(HealthDay News) – Variation in risk-factor burden results in considerable differences in the lifetime risk of cardiovascular disease, and these differences are consistent across race and birth cohorts, according to a meta-analysis published in the January 26 issue of the New England Journal of Medicine.

Jarett D. Berry, M.D., from the University of Texas Southwestern Medical Center in Dallas, and colleagues used data from 18 cohort studies, including 257,384 black and white men and women, to perform a meta-analysis at the individual level. Risk factors for cardiovascular disease were measured at age 45, 55, 65, and 75 years, and participants were stratified into five categories of risk based on blood pressure, cholesterol level, smoking status, and diabetes status.

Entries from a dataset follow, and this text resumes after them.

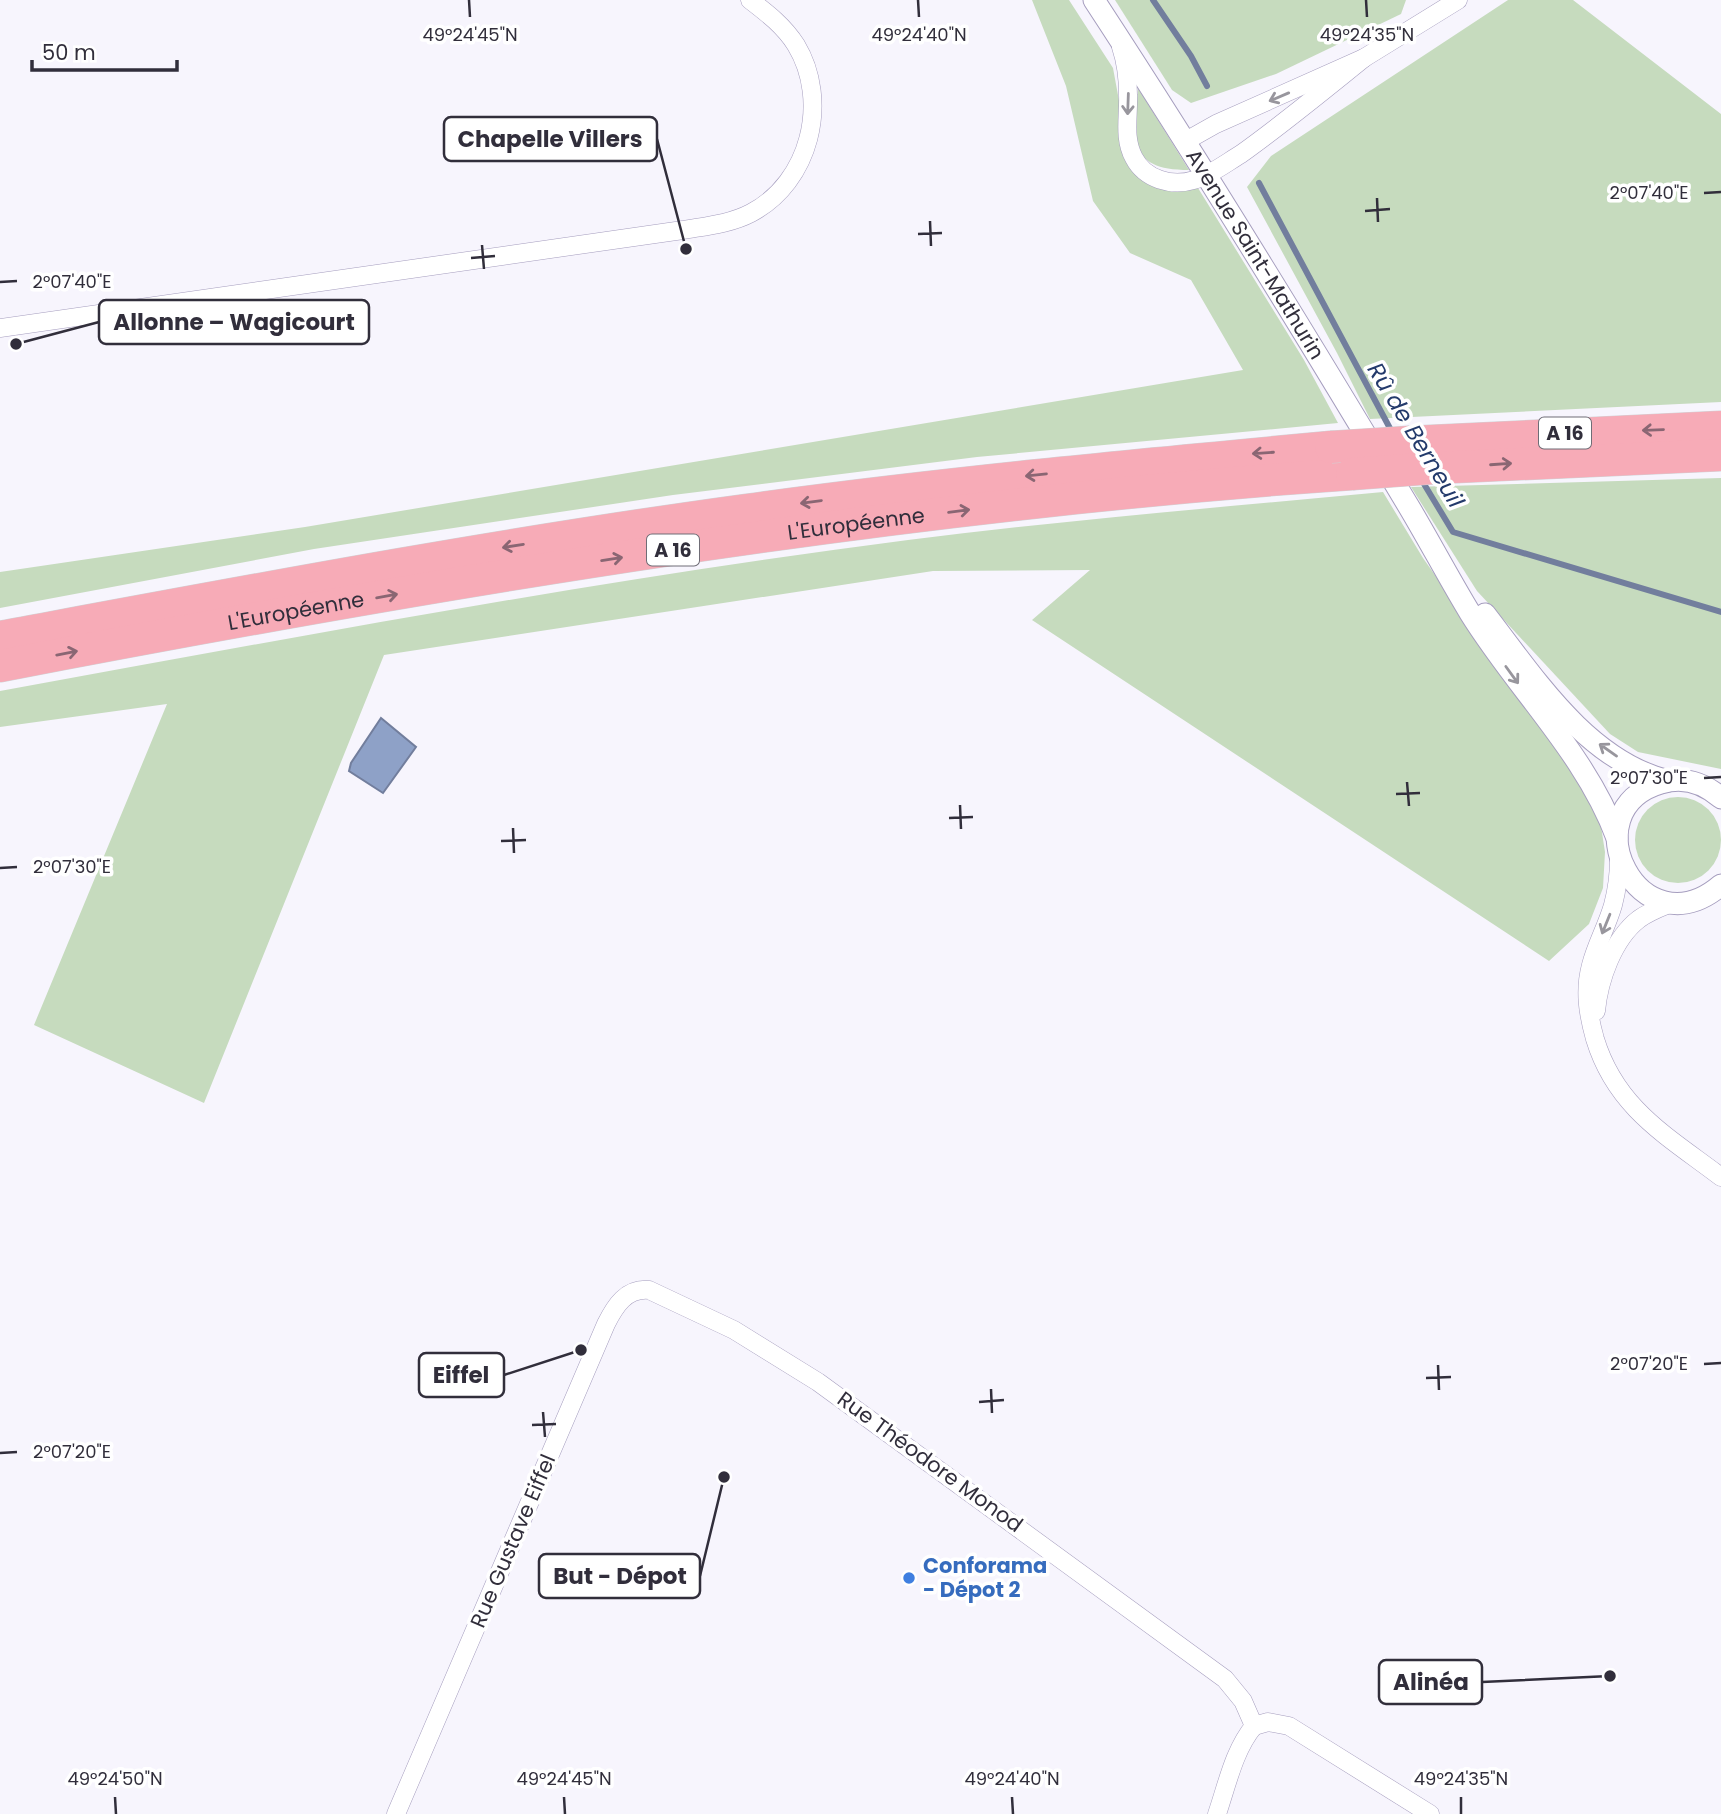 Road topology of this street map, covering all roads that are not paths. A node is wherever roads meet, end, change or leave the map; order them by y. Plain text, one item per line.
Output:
1 (750, 0) edge
2 (1094, 0) edge
3 (1458, 0) edge
4 (1118, 37) junction
5 (1364, 58) junction
6 (1184, 142) junction
7 (1205, 176) junction
8 (0, 328) edge
9 (1721, 428) edge
10 (1721, 455) edge
11 (1412, 513) junction
12 (0, 637) edge
13 (0, 666) edge
14 (1668, 781) junction
15 (1721, 798) edge
16 (1618, 848) junction
17 (1721, 885) edge
18 (1696, 900) junction
19 (1674, 902) junction
20 (1721, 906) edge
21 (1598, 1050) junction
22 (1721, 1177) edge
23 (649, 1290) joint
24 (1254, 1726) junction
25 (396, 1814) edge
26 (1217, 1814) edge
27 (1430, 1814) edge

1 - 8 street
2 - 4 street, Avenue Saint-Mathurin
3 - 5 street
4 - 6 street, Avenue Saint-Mathurin
4 -> 7 street
5 -> 6 street
5 - 7 street
6 - 7 street, Avenue Saint-Mathurin
7 - 11 street, Avenue Saint-Mathurin
9 -> 12 highway, L'Européenne / A 16, bridge
13 -> 10 highway, L'Européenne / A 16, bridge
14 -> 11 street, Avenue Saint-Mathurin
11 -> 16 street, Avenue Saint-Mathurin
14 - 15 street, Avenue Saint-Mathurin
14 - 16 street
16 - 19 street, Avenue Saint-Mathurin
16 -> 21 street
17 - 18 street
18 - 19 street
18 - 20 street
19 - 21 street
21 - 22 street
23 - 24 street, Rue Théodore Monod
23 - 25 street, Rue Gustave Eiffel
24 - 26 street
24 - 27 street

The investigators found that, across risk-factor strata, there were marked differences in the lifetime risks of cardiovascular disease. A substantially lower risk of death from cardiovascular disease was seen for participants aged 55 to 80 years with an optimal risk-factor profile, compared with participants with two or more major risk factors. Lower lifetime risks for fatal coronary heart disease, nonfatal myocardial infarction, and fatal or nonfatal stroke were seen for those with an optimal risk-factor profile. Across diverse birth cohorts, similar trends within risk-factor strata were seen among blacks and whites.

“The presence of elevated levels of risk factors at all ages translated into markedly higher lifetime risks of cardiovascular disease across the lifespan. These findings were consistent across risk-factor strata among both blacks and whites and across multiple birth cohorts,” the authors write.

Several authors disclosed financial relationships with pharmaceutical companies, including Merck and Abbott.